We use some essential cookies to make our website work.

We use optional cookies, as detailed in our cookie policy, to remember your settings and understand how you use our website.

12.yakir
Posts: 15
Joined: Mon Jan 19, 2015 4:53 am

Read frames from libcamera with segment

Fri Feb 25, 2022 4:04 pm

Hi!
I want to read frames in real-time from a piped libcamera-vid or libcamera-raw using the segment option. I plan to do this in Julia (https://julialang.org), but I imagine that that implementation detail is irrelevant (could just as likely be done in Python).

I might have misunderstood how the segment option works, but it seems very novel and exciting to me that we can read from a pipe that serves the data frame-by-frame without any need to encode things into a png first (as is the custom with a pipe from ffmpeg).

My problem is that I'm not sure if I understood this correctly and if so, what shape and format do these frames come in? How could I, using pseudo-code for instance (or Python or Julia), process the byte-stream coming out of, say:

Code: Select all

libcamera-vid -n --framerate 30 --width 480 --height 640 -t 5000 -o -
to end up with a matrix/container/array of pixel intensities representing the image frame (per frame)?

therealdavidp
Raspberry Pi Engineer & Forum Moderator
Raspberry Pi Engineer & Forum Moderator
Posts: 1566
Joined: Tue Jan 07, 2020 9:15 am

Re: Read frames from libcamera with segment

Fri Feb 25, 2022 4:55 pm

By default you will get h.264 encoded frames. You can get uncompressed YUV420 if you add "--codec yuv420". The hardware has alignment constraints so frames would be delivered with padding on the end of each row, giving you first a Y plane of 512x640, and then U and V planes both 256x320. So that would be 491520 bytes per frame.
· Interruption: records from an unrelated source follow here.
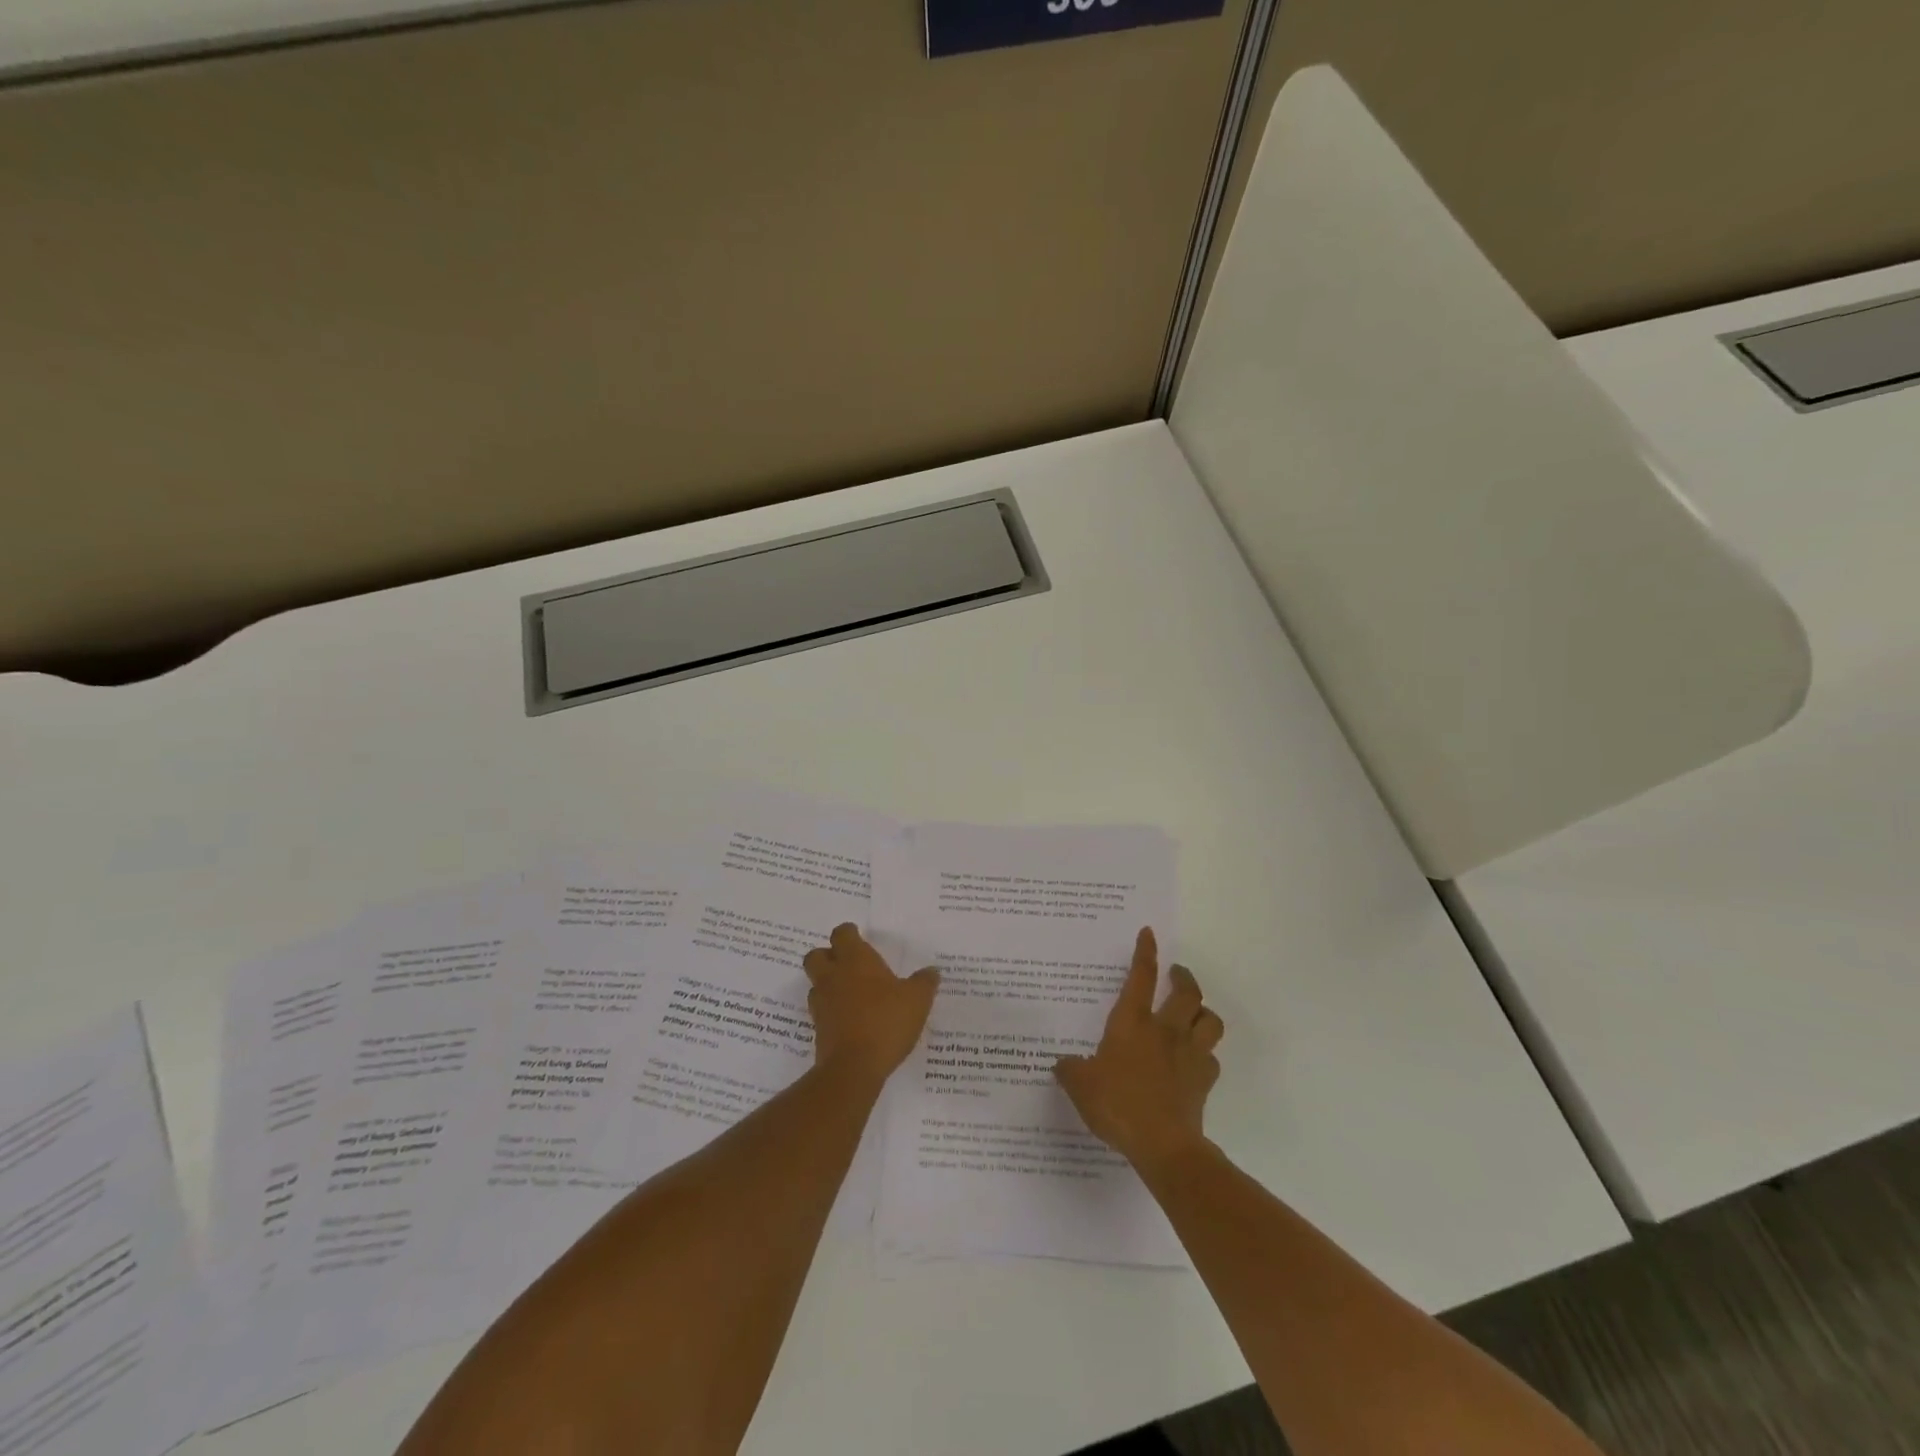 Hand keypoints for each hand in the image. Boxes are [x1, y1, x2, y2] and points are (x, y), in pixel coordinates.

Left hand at [802, 924, 939, 1084]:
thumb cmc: (886, 1021)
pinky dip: (831, 1011)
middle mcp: (833, 976)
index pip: (842, 934)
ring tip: (851, 994)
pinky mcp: (818, 1028)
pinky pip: (821, 1010)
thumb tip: (932, 971)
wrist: (854, 1067)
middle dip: (828, 956)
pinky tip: (850, 1019)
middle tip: (848, 963)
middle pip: (817, 955)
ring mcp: (822, 1003)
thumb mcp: (917, 1000)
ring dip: (828, 984)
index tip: (858, 937)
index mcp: (855, 960)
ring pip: (816, 983)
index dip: (849, 933)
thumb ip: (924, 982)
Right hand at [1054, 928, 1222, 1173]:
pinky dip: (1205, 1054)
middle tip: (1177, 974)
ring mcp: (1190, 1054)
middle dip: (1183, 977)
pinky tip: (1195, 1061)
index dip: (1145, 953)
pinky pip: (1212, 1058)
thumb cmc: (1118, 1104)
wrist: (1163, 1144)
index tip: (1149, 933)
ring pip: (1210, 1020)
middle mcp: (1165, 1030)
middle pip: (1187, 992)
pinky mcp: (1204, 1080)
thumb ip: (1070, 1069)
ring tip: (1194, 1013)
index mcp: (1132, 1023)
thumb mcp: (1080, 1085)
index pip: (1141, 977)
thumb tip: (1062, 1063)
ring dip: (1203, 1012) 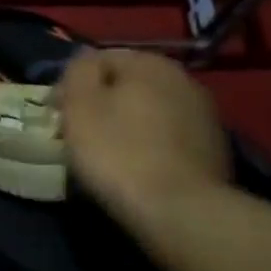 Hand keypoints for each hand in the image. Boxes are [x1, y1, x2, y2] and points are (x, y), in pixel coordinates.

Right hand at [57, 50, 228, 221]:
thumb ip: (79, 71)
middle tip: (78, 135)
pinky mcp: (213, 149)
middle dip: (102, 103)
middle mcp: (183, 79)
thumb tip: (85, 61)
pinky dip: (150, 146)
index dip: (72, 85)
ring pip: (150, 111)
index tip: (57, 115)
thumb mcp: (81, 105)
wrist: (179, 211)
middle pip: (128, 84)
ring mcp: (204, 115)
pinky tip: (138, 169)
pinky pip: (168, 138)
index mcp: (150, 63)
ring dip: (128, 125)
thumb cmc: (118, 153)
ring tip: (108, 155)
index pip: (99, 59) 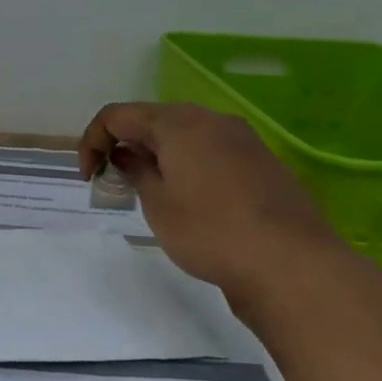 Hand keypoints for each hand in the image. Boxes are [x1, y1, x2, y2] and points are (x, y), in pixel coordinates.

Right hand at [77, 102, 345, 295]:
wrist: (291, 265)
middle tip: (115, 183)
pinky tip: (190, 200)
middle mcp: (211, 120)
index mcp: (179, 123)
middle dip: (125, 145)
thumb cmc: (210, 232)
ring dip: (157, 155)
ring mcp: (242, 140)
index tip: (90, 178)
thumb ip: (136, 170)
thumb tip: (127, 154)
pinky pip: (210, 151)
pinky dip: (187, 165)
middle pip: (152, 119)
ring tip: (150, 193)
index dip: (92, 142)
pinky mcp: (261, 162)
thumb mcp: (157, 203)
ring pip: (184, 135)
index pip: (117, 116) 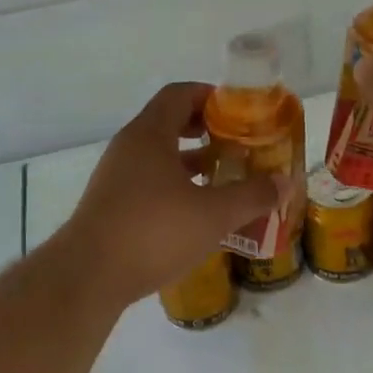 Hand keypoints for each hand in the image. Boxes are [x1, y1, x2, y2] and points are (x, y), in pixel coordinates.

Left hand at [59, 83, 287, 306]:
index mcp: (150, 134)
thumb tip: (284, 182)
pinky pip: (148, 181)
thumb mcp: (214, 214)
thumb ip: (252, 195)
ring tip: (223, 176)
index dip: (211, 96)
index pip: (180, 94)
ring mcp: (115, 177)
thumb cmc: (153, 232)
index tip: (239, 112)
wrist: (88, 277)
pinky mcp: (110, 205)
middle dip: (206, 130)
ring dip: (191, 161)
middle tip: (238, 144)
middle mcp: (128, 148)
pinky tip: (195, 211)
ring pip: (158, 156)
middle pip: (169, 122)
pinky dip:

You might also be interested in the Picamera2 library, though this is still in development.

12.yakir
Posts: 15
Joined: Mon Jan 19, 2015 4:53 am

Re: Read frames from libcamera with segment

Fri Feb 25, 2022 7:07 pm

That is brilliant, thanks a lot!

Is the relationship between the target row-length (actually frame height I think) (in my case 480) and the hardware row-width (i.e. 512) the smallest n for which 2^n is not smaller than the target row length (so for n = 9, 2^9 == 512 > 480)? So if I want to use different frame dimensions, say 3280x2464, I should read 3280x4096 bytes for the Y plane, and 1640x2048 bytes for each of the uv planes? Or maybe there is a table detailing all these things?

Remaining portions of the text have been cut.